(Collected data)

Content starts

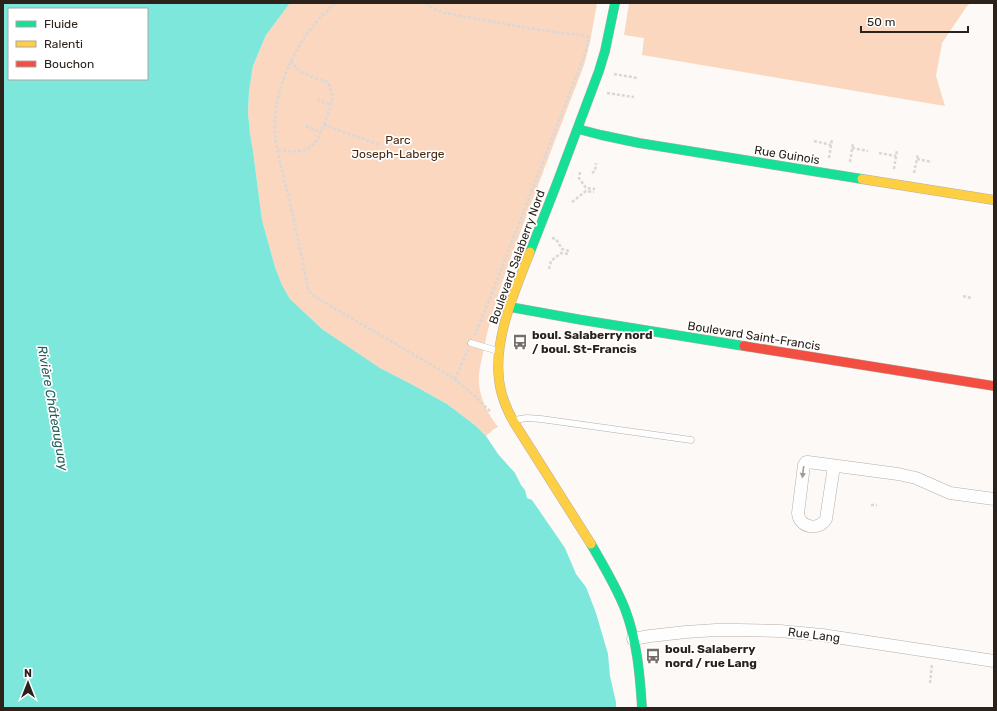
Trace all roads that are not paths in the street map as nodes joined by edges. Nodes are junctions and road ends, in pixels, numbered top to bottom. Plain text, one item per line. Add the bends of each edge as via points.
1 (615, 3) edge
2 (578, 129) junction
3 (994, 200) edge
4 (510, 307) junction
5 (471, 343) dead end
6 (499, 351) junction
7 (994, 386) edge
8 (513, 420) junction
9 (692, 440) dead end
10 (834, 466) junction
11 (994, 499) edge
12 (633, 640) junction
13 (994, 661) edge
14 (642, 708) edge

1 - 2 street, Boulevard Salaberry Nord via 605,51
2 - 3 street, Rue Guinois via 609,138
2 - 4 street, Boulevard Salaberry Nord
4 - 6 street, Boulevard Salaberry Nord
4 - 7 street, Boulevard Saint-Francis
5 - 6 lane
6 - 8 street, Boulevard Salaberry Nord via 501,392
8 - 9 lane via 541,419
8 - 12 street, Boulevard Salaberry Nord via 607,573 628,616
10 -> 10 street via 808,462 805,464 798,513 804,524 817,526 823,524 826,519
10 - 11 street via 908,476 950,493
12 - 13 street, Rue Lang via 686,632 758,630 803,633
12 - 14 street, Boulevard Salaberry Nord

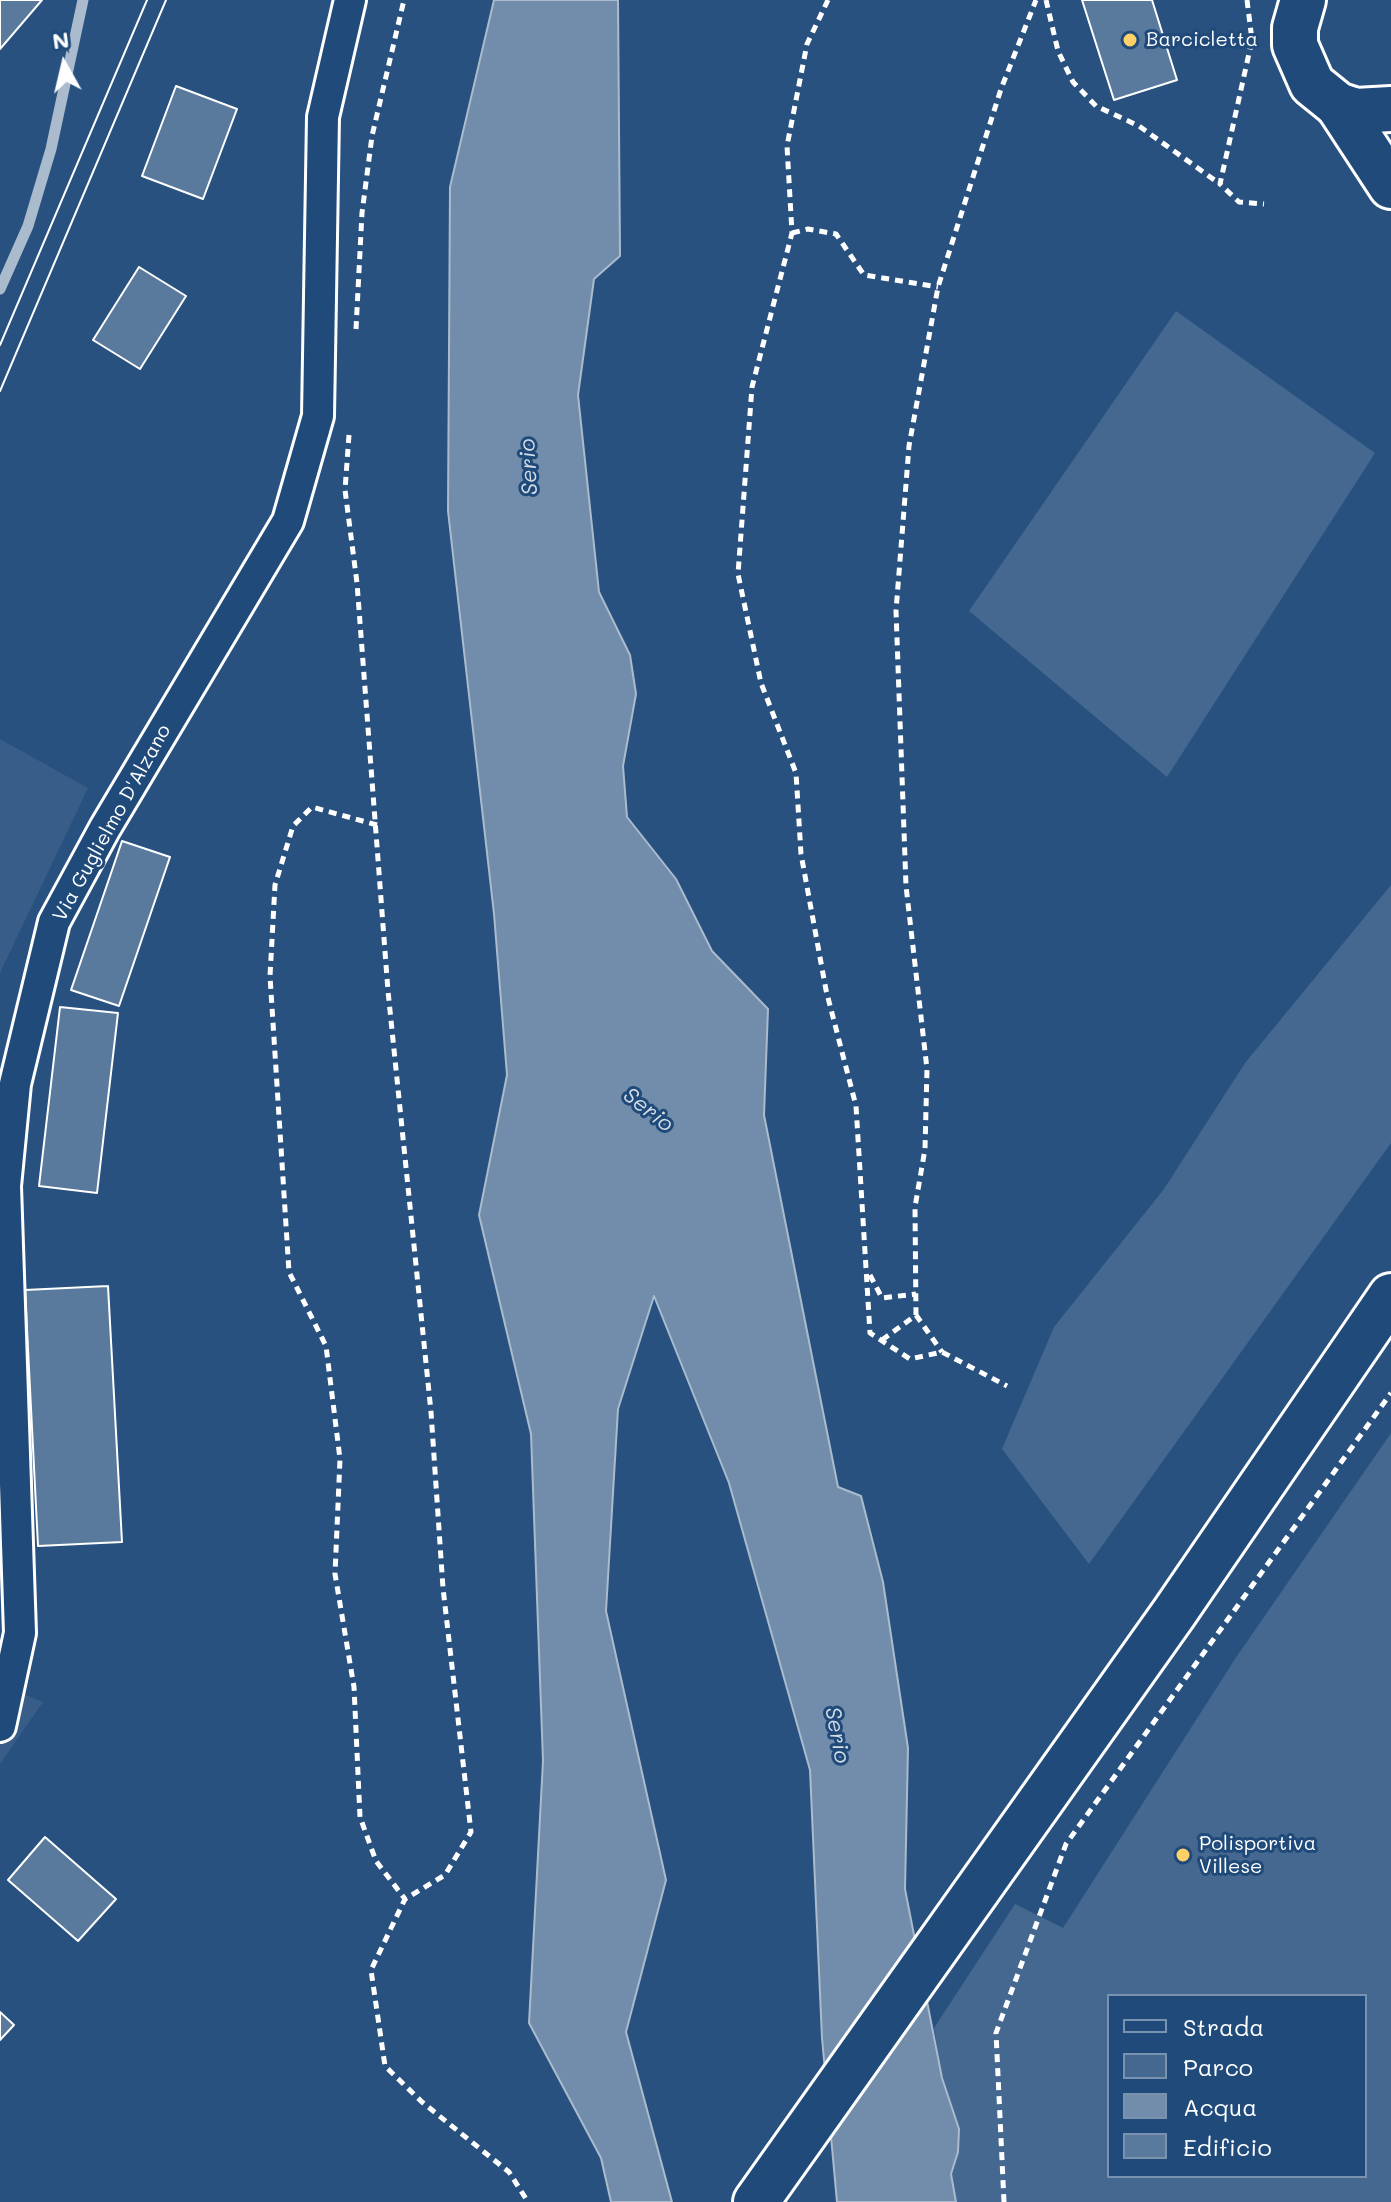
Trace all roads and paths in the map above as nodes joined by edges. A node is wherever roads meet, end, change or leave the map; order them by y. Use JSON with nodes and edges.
{"nodes":[{"id":1,"x":350,"y":0,"type":"edge"},
{"id":2,"x":404,"y":0,"type":"edge"},
{"id":3,"x":828,"y":0,"type":"edge"},
{"id":4,"x":1036,"y":0,"type":"edge"},
{"id":5,"x":1046,"y":0,"type":"edge"},
{"id":6,"x":1247,"y":0,"type":"edge"},
{"id":7,"x":1273,"y":0,"type":"edge"},
{"id":8,"x":1303,"y":0,"type":"edge"},
{"id":9,"x":1295,"y":45,"type":"junction"},
{"id":10,"x":1338,"y":105,"type":"junction"},
{"id":11,"x":1391,"y":109,"type":"edge"},
{"id":12,"x":1220,"y":184,"type":"junction"},
{"id":13,"x":1391,"y":186,"type":"edge"},
{"id":14,"x":1264,"y":204,"type":"dead end"},
{"id":15,"x":792,"y":233,"type":"junction"},
{"id":16,"x":938,"y":287,"type":"junction"},
{"id":17,"x":355,"y":335,"type":"dead end"},
{"id":18,"x":350,"y":426,"type":"dead end"},
{"id":19,"x":377,"y":825,"type":"junction"},
{"id":20,"x":868,"y":1271,"type":"junction"},
{"id":21,"x":916,"y":1294,"type":"junction"},
{"id":22,"x":1391,"y":1296,"type":"edge"},
{"id":23,"x":916,"y":1315,"type":"junction"},
{"id":24,"x":882,"y":1341,"type":"junction"},
{"id":25,"x":942,"y":1352,"type":"junction"},
{"id":26,"x":1007,"y":1386,"type":"dead end"},
{"id":27,"x":1391,"y":1393,"type":"edge"},
{"id":28,"x":0,"y":1723,"type":"edge"},
{"id":29,"x":405,"y":1899,"type":"junction"},
{"id":30,"x":528,"y":2202,"type":"edge"},
{"id":31,"x":756,"y":2202,"type":"edge"},
{"id":32,"x":1004,"y":2202,"type":"edge"}],
"edges":[{"from":1,"to":28,"type":"street","name":"Via Guglielmo D'Alzano"},
{"from":2,"to":17,"type":"path"},
{"from":3,"to":15,"type":"path"},
{"from":4,"to":16,"type":"path"},
{"from":5,"to":12,"type":"path"},
{"from":6,"to":12,"type":"path"},
{"from":7,"to":9,"type":"main road"},
{"from":8,"to":9,"type":"main road"},
{"from":9,"to":10,"type":"main road"},
{"from":10,"to":11,"type":"main road"},
{"from":10,"to":13,"type":"main road"},
{"from":12,"to":14,"type":"path"},
{"from":15,"to":16,"type":"path"},
{"from":15,"to":20,"type":"path"},
{"from":16,"to":21,"type":"path"},
{"from":18,"to":19,"type":"path"},
{"from":19,"to":29,"type":"path"},
{"from":19,"to":29,"type":"path"},
{"from":20,"to":21,"type":"path"},
{"from":20,"to":24,"type":"path"},
{"from":21,"to":23,"type":"path"},
{"from":22,"to":31,"type":"main road"},
{"from":23,"to":24,"type":"path"},
{"from":23,"to":25,"type":"path"},
{"from":24,"to":25,"type":"path"},
{"from":25,"to":26,"type":"path"},
{"from":27,"to":32,"type":"path"},
{"from":29,"to":30,"type":"path"}]}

Content ends

- **Exercise details**: How many lines of the records contain "roads"? Answer with the number only.

- **Answer for the task**: 2